When I kill a process, I use MPIX_Comm_agree over the "global" communicator to allow all processes to catch the error, no matter if the dead process was not part of its row/column, and restore the three communicators the dead process was integrated: global_comm, row_comm, and col_comm.
When the process dies, the error appears and the restoring procedure does not start. I attach the output error file.
I know "topo" modules are still not supported for fault tolerance, but I'm trying to catch the error with a duplicate of MPI_COMM_WORLD.
Could you please help me with this issue?
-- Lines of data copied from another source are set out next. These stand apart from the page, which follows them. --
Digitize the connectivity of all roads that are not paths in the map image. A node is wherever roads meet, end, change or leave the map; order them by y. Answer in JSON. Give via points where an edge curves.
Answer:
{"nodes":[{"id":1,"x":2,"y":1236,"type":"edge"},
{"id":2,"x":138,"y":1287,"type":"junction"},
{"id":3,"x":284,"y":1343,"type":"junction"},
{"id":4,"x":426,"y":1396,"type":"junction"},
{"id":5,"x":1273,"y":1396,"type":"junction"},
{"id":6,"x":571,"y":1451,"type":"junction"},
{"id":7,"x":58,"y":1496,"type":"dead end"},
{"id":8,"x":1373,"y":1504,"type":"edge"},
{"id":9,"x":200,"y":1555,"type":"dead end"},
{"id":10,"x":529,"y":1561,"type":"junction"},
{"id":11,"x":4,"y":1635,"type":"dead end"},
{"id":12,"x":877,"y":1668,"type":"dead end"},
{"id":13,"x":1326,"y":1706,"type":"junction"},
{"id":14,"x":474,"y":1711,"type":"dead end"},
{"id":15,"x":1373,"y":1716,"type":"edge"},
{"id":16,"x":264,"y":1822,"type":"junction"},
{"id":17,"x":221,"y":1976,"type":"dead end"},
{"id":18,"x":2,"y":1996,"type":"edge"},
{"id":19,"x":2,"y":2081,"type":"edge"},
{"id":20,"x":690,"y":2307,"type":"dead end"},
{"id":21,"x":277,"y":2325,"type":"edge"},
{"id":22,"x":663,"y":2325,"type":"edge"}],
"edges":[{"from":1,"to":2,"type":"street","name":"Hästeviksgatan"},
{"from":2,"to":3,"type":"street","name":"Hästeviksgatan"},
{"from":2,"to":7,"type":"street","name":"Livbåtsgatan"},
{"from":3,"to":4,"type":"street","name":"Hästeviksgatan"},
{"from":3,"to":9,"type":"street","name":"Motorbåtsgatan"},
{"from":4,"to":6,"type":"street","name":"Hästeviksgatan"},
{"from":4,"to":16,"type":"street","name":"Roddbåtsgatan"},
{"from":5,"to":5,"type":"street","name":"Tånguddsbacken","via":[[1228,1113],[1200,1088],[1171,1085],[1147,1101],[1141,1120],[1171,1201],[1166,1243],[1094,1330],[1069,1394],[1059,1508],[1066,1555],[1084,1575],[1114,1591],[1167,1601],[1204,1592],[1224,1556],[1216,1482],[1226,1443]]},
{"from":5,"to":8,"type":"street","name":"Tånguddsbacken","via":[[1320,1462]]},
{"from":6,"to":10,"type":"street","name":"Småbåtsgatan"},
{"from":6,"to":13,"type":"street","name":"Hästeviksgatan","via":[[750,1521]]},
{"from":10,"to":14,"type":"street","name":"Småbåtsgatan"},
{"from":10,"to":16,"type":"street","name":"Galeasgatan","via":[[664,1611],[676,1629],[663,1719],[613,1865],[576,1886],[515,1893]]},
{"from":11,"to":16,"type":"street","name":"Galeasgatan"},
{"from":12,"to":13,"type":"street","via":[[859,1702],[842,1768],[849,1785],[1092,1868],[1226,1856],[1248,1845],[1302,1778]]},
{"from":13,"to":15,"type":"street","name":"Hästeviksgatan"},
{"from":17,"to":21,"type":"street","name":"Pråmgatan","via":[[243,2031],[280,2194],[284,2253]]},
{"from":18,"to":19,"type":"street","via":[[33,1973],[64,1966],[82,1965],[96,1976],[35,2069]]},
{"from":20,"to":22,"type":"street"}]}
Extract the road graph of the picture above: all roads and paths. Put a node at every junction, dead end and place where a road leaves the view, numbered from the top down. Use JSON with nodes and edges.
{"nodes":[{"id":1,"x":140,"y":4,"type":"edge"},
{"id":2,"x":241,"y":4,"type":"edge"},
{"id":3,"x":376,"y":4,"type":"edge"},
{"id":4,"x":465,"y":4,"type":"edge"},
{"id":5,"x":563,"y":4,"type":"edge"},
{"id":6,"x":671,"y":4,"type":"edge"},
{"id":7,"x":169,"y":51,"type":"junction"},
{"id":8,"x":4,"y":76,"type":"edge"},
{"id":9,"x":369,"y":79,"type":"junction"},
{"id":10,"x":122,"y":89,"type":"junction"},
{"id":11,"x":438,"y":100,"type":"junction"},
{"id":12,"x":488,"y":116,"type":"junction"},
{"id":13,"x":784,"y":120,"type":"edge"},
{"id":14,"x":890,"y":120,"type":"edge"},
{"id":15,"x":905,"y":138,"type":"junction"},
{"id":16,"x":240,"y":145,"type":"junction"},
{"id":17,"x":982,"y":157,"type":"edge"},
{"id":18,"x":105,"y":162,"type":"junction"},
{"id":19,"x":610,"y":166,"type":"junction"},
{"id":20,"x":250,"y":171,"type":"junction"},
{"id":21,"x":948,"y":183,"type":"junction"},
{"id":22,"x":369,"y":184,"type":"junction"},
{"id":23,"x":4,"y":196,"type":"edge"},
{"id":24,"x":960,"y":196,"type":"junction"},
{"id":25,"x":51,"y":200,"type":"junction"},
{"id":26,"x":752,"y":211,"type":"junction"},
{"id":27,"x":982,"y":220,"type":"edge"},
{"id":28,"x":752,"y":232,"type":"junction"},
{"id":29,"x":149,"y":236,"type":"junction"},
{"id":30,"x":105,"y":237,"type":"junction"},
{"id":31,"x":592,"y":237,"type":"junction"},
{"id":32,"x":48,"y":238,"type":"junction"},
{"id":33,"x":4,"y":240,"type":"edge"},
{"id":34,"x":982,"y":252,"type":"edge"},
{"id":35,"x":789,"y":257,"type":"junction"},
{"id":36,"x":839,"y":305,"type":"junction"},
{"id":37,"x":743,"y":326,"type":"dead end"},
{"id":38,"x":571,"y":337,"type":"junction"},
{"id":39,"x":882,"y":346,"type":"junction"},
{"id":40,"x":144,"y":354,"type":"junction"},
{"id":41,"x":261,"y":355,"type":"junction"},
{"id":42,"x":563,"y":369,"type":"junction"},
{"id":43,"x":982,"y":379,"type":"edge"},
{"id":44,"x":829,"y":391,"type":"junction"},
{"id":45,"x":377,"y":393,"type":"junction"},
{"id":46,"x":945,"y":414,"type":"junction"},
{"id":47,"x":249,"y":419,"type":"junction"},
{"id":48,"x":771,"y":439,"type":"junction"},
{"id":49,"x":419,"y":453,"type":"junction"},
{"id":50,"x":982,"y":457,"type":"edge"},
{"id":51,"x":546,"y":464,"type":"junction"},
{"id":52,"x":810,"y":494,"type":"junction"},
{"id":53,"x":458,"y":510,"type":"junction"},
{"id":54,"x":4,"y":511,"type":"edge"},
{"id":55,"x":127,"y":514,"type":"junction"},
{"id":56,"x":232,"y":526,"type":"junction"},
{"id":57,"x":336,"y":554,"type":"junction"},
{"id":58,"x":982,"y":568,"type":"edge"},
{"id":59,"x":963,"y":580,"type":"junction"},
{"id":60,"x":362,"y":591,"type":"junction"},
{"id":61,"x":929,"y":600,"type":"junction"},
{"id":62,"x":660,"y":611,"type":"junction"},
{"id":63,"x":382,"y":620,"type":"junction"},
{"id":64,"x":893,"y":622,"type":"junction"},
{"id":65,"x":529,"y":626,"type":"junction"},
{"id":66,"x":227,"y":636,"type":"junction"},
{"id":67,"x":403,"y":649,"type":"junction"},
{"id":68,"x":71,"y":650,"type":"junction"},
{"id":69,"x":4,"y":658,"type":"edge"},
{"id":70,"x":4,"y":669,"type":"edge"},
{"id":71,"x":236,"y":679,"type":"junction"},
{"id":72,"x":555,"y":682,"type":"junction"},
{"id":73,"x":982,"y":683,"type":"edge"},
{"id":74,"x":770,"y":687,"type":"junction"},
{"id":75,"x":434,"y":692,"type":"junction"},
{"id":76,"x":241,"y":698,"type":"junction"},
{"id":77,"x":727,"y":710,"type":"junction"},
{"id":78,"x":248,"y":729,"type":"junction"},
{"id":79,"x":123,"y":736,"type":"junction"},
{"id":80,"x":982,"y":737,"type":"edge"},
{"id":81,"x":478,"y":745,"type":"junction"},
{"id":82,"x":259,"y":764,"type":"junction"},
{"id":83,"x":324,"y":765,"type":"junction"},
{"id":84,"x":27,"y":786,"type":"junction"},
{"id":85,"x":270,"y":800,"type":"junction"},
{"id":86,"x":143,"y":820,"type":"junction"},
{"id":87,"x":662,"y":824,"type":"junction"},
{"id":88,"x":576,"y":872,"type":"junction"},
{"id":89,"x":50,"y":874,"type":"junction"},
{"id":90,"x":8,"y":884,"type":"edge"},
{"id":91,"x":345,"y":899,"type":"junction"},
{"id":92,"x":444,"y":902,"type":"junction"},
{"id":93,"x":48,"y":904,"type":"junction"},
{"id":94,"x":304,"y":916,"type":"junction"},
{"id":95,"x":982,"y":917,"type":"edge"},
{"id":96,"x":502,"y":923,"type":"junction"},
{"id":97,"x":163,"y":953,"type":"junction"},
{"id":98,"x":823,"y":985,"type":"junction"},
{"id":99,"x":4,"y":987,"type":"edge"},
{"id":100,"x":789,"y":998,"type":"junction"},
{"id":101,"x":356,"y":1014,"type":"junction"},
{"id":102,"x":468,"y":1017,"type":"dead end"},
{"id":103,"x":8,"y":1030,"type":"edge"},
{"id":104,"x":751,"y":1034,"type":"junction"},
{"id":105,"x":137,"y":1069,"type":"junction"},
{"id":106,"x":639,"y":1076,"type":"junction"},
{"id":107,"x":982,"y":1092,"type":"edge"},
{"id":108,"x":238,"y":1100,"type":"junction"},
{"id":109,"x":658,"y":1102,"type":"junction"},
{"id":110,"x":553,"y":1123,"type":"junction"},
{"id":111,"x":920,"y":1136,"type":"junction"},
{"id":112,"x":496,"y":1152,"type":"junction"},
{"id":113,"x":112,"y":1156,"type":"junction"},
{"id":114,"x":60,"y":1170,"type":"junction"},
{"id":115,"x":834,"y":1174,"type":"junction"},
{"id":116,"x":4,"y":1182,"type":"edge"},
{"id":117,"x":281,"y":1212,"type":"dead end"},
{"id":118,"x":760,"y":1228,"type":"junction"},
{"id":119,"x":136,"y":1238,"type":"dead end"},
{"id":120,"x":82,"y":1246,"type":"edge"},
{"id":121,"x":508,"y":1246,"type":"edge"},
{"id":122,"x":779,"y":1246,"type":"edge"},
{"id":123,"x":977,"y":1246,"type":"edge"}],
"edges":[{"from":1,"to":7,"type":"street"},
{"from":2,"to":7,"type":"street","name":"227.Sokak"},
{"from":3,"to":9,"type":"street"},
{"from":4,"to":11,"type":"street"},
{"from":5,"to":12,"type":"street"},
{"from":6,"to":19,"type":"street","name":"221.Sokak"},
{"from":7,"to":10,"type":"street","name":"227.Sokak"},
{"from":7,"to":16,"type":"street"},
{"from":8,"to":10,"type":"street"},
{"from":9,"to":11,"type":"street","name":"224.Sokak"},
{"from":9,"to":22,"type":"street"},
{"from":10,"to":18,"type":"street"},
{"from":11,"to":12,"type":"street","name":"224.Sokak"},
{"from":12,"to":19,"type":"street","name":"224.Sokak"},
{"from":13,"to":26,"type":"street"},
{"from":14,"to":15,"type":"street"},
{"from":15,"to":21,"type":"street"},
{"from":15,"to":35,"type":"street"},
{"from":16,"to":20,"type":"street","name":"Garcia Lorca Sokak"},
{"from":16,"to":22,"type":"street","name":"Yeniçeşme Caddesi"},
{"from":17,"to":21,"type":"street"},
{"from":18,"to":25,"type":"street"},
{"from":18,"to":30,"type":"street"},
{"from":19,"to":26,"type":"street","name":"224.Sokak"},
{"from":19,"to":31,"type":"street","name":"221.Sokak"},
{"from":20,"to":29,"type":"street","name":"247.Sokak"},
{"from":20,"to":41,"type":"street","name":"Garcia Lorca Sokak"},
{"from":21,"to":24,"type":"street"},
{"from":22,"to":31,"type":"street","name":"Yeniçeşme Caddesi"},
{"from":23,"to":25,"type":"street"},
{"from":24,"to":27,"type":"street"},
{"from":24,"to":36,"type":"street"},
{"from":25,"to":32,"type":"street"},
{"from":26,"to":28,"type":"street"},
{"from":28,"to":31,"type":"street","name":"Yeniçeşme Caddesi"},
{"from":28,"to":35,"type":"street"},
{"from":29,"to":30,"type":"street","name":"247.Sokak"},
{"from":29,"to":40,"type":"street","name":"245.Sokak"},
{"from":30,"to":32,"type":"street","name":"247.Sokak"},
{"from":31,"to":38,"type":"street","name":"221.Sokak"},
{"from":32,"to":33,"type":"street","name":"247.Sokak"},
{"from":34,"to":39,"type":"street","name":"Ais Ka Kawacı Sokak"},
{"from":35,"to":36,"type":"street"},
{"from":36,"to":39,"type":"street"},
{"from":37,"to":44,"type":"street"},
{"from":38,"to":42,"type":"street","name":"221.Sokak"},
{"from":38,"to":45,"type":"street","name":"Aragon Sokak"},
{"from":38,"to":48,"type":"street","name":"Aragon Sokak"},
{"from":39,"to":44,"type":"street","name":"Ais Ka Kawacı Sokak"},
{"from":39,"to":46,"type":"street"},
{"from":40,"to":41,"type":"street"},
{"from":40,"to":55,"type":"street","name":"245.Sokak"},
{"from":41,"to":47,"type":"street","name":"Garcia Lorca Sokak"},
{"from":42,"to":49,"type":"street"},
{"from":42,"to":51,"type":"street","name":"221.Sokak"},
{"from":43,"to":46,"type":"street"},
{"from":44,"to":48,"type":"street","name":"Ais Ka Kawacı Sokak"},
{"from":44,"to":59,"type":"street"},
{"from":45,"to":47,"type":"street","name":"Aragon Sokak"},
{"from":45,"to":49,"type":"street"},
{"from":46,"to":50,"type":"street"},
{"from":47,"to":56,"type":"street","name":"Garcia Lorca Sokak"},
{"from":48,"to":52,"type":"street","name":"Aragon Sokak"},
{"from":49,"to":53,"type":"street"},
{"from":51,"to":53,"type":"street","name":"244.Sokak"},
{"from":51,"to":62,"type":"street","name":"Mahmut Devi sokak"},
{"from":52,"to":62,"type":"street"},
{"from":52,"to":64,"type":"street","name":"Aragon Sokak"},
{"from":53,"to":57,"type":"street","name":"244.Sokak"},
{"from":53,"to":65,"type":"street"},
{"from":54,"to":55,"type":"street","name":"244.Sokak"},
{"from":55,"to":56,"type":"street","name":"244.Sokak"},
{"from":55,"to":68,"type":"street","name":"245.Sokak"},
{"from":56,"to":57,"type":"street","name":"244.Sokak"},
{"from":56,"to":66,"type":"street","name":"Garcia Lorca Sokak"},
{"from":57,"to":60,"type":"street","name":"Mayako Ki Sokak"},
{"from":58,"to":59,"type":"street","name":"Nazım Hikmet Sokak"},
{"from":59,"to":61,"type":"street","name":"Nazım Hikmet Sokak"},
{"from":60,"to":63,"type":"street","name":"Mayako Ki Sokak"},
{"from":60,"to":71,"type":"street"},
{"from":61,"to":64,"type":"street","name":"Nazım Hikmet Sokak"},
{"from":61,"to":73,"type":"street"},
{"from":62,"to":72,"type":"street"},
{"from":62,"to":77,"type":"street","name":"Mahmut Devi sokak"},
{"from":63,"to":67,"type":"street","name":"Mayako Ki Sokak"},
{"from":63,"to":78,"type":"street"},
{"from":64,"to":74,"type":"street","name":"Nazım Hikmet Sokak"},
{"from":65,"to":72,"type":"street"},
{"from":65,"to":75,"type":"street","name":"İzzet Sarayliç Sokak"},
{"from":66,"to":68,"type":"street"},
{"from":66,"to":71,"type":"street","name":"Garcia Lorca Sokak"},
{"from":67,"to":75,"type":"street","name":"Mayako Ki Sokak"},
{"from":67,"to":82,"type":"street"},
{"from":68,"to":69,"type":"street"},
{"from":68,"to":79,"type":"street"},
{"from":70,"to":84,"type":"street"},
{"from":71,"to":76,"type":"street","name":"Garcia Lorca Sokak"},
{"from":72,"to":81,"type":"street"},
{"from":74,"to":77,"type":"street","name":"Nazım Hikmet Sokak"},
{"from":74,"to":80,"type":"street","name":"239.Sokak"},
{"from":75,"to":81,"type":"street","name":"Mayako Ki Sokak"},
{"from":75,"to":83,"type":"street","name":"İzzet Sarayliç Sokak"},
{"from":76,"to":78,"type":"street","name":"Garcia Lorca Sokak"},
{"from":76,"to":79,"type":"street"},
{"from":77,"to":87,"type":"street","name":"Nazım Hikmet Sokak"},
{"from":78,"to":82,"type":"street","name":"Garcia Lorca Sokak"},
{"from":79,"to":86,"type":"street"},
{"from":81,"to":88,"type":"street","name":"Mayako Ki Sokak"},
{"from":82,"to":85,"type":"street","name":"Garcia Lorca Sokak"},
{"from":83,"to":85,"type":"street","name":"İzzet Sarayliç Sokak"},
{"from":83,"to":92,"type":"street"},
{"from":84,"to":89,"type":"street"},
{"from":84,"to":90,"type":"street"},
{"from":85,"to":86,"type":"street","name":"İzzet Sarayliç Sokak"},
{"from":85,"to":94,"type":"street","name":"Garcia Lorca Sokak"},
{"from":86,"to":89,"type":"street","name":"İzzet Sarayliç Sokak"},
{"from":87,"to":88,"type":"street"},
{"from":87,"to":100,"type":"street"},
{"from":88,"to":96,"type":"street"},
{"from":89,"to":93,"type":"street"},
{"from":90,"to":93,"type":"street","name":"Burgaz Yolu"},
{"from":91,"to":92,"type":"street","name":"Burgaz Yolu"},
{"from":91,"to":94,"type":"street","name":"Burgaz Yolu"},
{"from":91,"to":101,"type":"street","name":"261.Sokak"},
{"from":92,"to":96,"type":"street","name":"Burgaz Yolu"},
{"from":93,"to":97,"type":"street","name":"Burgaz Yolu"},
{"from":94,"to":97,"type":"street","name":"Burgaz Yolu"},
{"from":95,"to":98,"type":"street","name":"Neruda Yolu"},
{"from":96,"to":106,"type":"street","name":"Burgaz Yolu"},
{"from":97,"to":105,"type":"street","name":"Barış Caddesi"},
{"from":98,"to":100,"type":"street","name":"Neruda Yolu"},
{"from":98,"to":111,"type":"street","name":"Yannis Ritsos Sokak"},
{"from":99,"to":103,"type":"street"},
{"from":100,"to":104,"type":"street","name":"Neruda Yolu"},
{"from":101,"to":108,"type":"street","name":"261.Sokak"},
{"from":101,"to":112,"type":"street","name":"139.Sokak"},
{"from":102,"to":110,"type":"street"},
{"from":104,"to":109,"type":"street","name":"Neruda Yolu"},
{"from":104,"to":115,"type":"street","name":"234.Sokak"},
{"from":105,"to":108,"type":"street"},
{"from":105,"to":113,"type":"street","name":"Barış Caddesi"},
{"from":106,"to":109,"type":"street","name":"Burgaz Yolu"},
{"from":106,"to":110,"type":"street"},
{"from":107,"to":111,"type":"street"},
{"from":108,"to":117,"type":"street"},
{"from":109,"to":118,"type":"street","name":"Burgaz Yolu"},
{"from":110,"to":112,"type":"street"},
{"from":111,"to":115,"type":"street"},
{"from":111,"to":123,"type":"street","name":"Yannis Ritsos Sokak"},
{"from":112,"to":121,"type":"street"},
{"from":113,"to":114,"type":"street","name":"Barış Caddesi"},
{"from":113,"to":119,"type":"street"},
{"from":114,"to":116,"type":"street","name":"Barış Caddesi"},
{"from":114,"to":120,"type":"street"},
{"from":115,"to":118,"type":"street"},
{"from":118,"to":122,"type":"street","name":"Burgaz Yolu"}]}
The way I cloned and configured my OMPI/ULFM version is:
--------------------------------------------------------------------------
git clone --recursive
https://github.com/open-mpi/ompi.git --branch=master --single-branch
./configure --with-ft=mpi --prefix=$HOME/ULFM --disable-man-pages
--------------------------------------------------------------------------
The way I launch my tests is:
--------------------------------------------------------------------------
mpiexec --np 64 --machinefile hostfile --map-by node:oversubscribe --mca btl tcp,vader,self --mca btl_base_verbose 100 --enable-recovery --mca mpi_ft_enable true --mca mpi_ft_detector_thread true --mca mpi_ft_verbose 1 ./myTest myArgs
--------------------------------------------------------------------------
OMPI/PMIX version installed is:
--------------------------------------------------------------------------
$ mpiexec --version
prterun (Open MPI) 5.1.0a1
$ grep PMIX_VERSION include/pmix_version.h
#define PMIX_VERSION_MAJOR 5L
#define PMIX_VERSION_MINOR 0L
#define PMIX_VERSION_RELEASE 0L
--------------------------------------------------------------------------
P.D. The next error:
--------------------------------------------------------------------------
Sorry! You were supposed to get help about:
module:untested:failundef
But I couldn't open the help file:
/home/dtorres/ULFM/share/openmpi/help-ft-mpi.txt: No such file or directory. Sorry!
--------------------------------------------------------------------------
is also shown, but changing the file name "help-ft-mpi.txt" to "help-mpi-ft.txt" solves it.
Thanks for your attention.